Provide a firewall for your computer- a firewall is a set of related programs that prevents outsiders from accessing data on private network information. This includes ensuring that if an employee is working from home that their home system has firewall protection. One of the most common mistakes is downloading firewall programs but not “enabling” them; essentially “turning them on”.
Secure Wi-Fi networks- make sure that any Wi-Fi networks you have for your business is secure, encrypted and hidden. You can hide information by setting up your wireless access point or router so that it doesn’t broadcast a network name, and password protect access to the router.
Limit employee access to data- do not provide any one employee to all data systems. Employees should only be given access to the specific data systems that they need to perform their jobs, and should not be able to install any software without permission.

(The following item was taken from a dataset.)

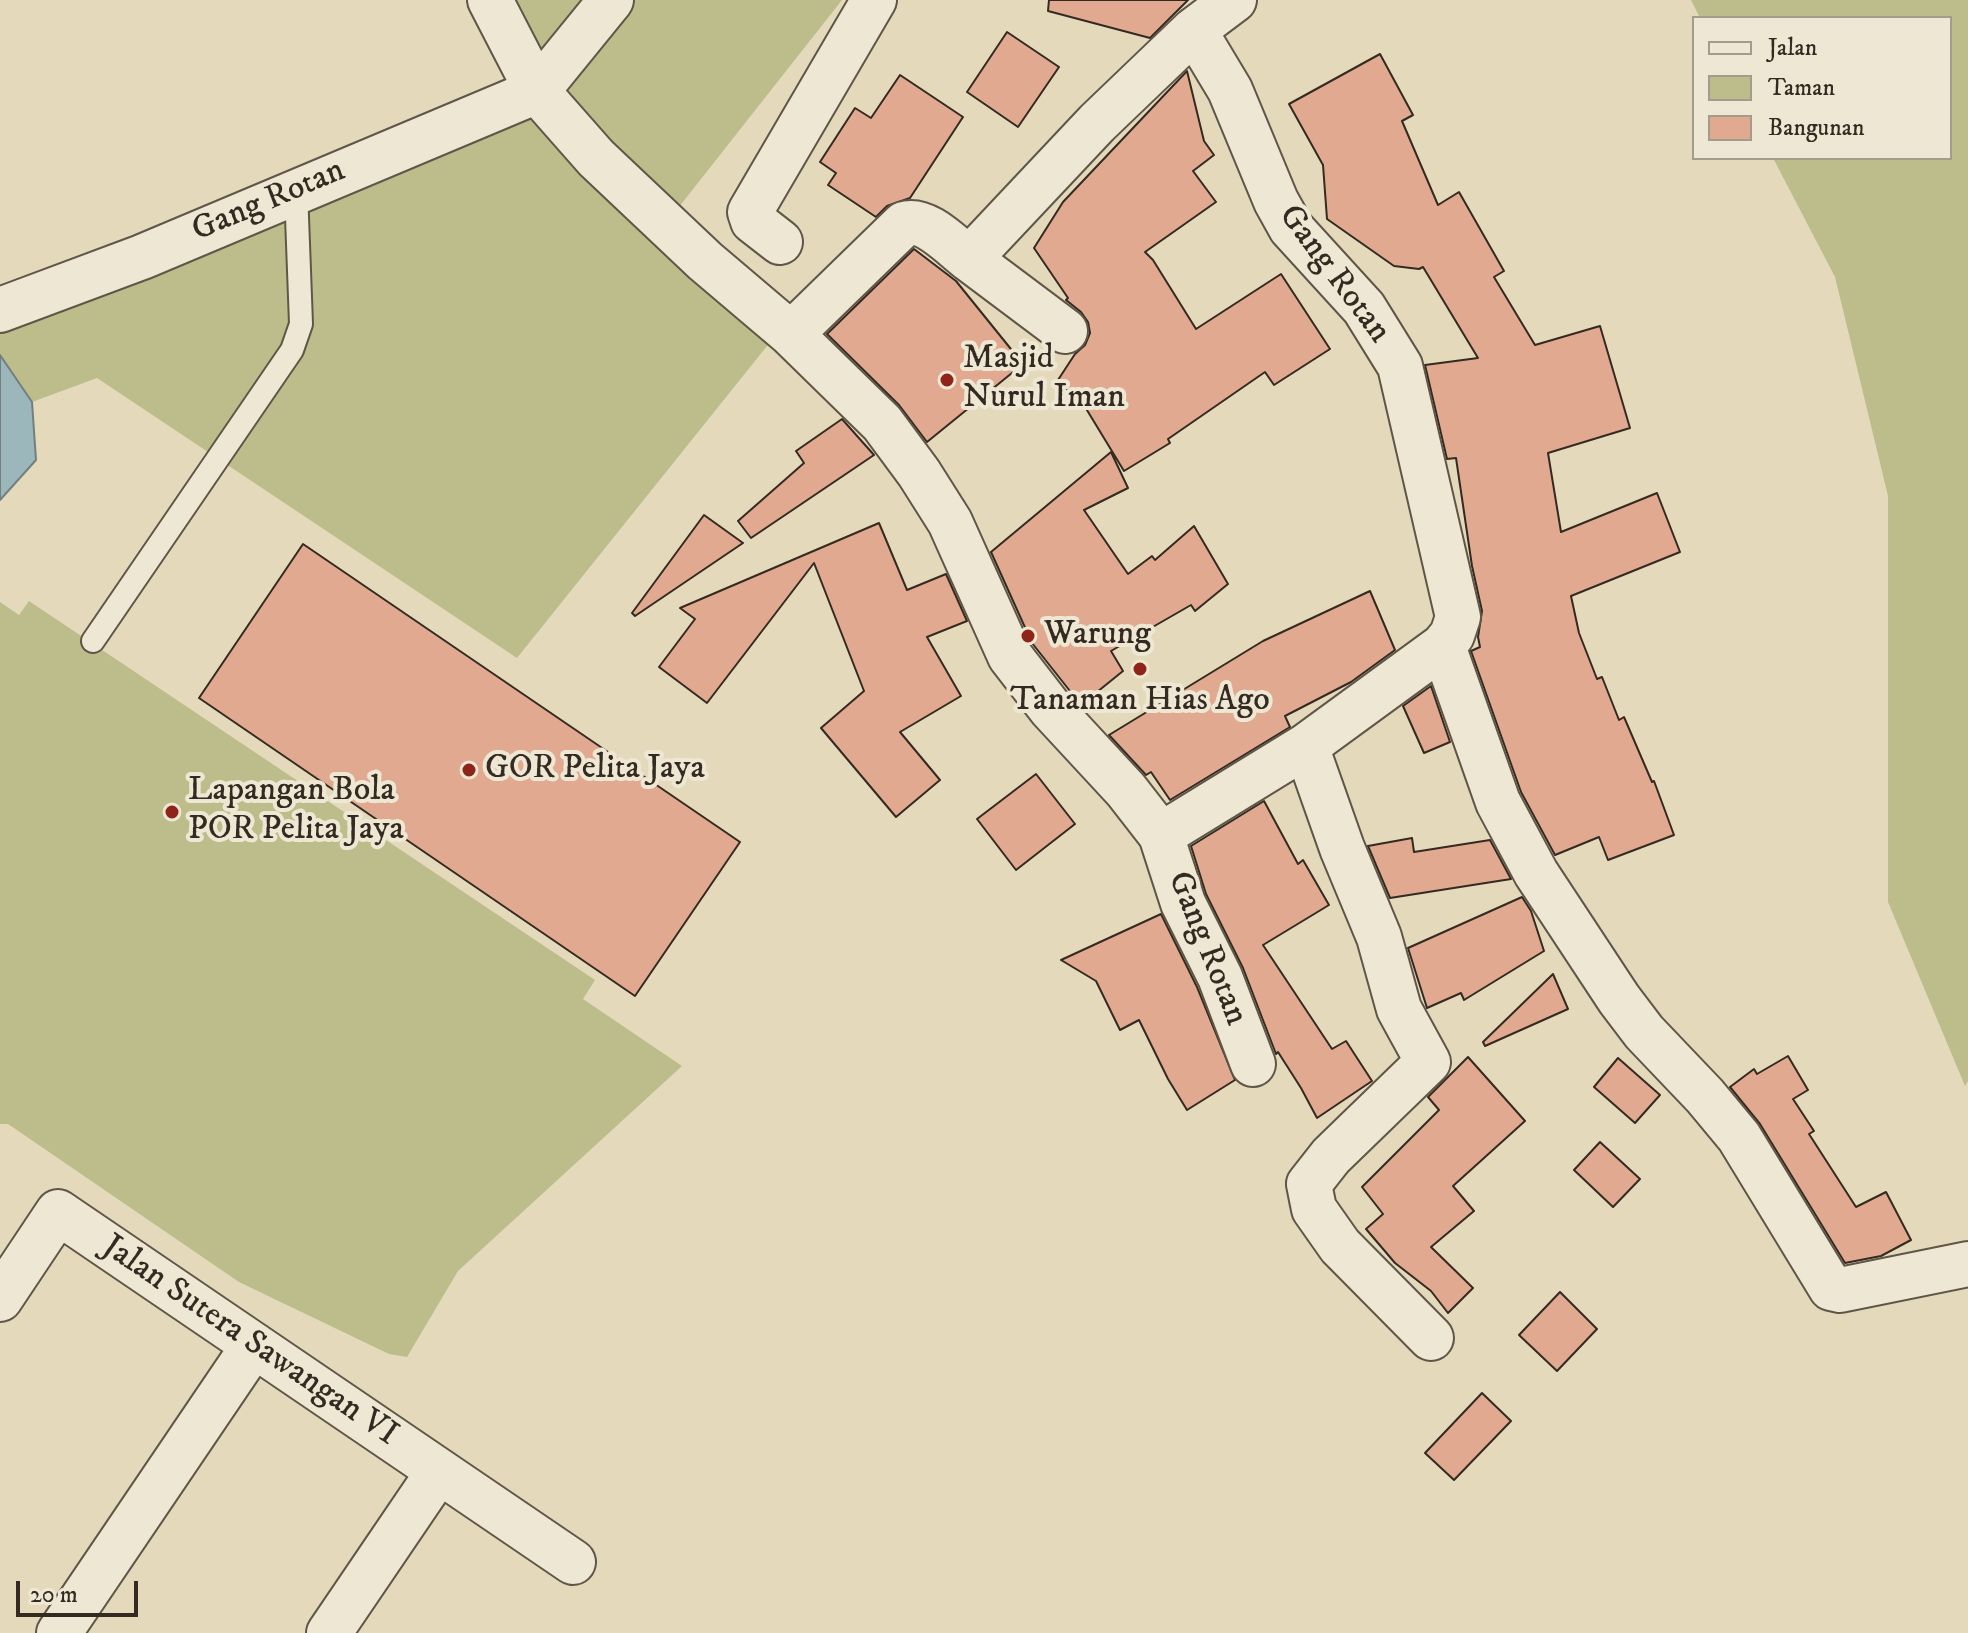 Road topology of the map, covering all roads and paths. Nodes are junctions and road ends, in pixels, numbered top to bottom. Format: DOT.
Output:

PCI Compliance is also a big part of being secure online. PCI DSS is the Security Standards Council that was put into place to ensure that businesses storing, transmitting, and processing payment card data, are not putting their customers or their business at risk of data theft or fraud. The PCI DSS has four levels of compliance, with number one set as the highest level. The level that your business requires depends on:
- The volume of transactions you process, and
- How you process them.
Cyber-security is a team sport. Taking actions that will better protect both vital data and your business operations will have positive consequences for the security of all businesses, communities and the country. Computers and networks are interconnected through cyberspace; that means that both public and private sectors share responsibility.
Freed Maxick CPAs
Freed Maxick’s tax team and enterprise risk management team want to make sure that your online business is secure. Our firm is registered with the Payment Card Industry Security Standards Council, LLP (PCI SSC) and has Qualified Security Assessor’s certified by the Council to validate an entity’s adherence to the PCI DSS. Contact us and connect with our experts.
More Insights and Guidance on Cybersecurity Issues - Click here.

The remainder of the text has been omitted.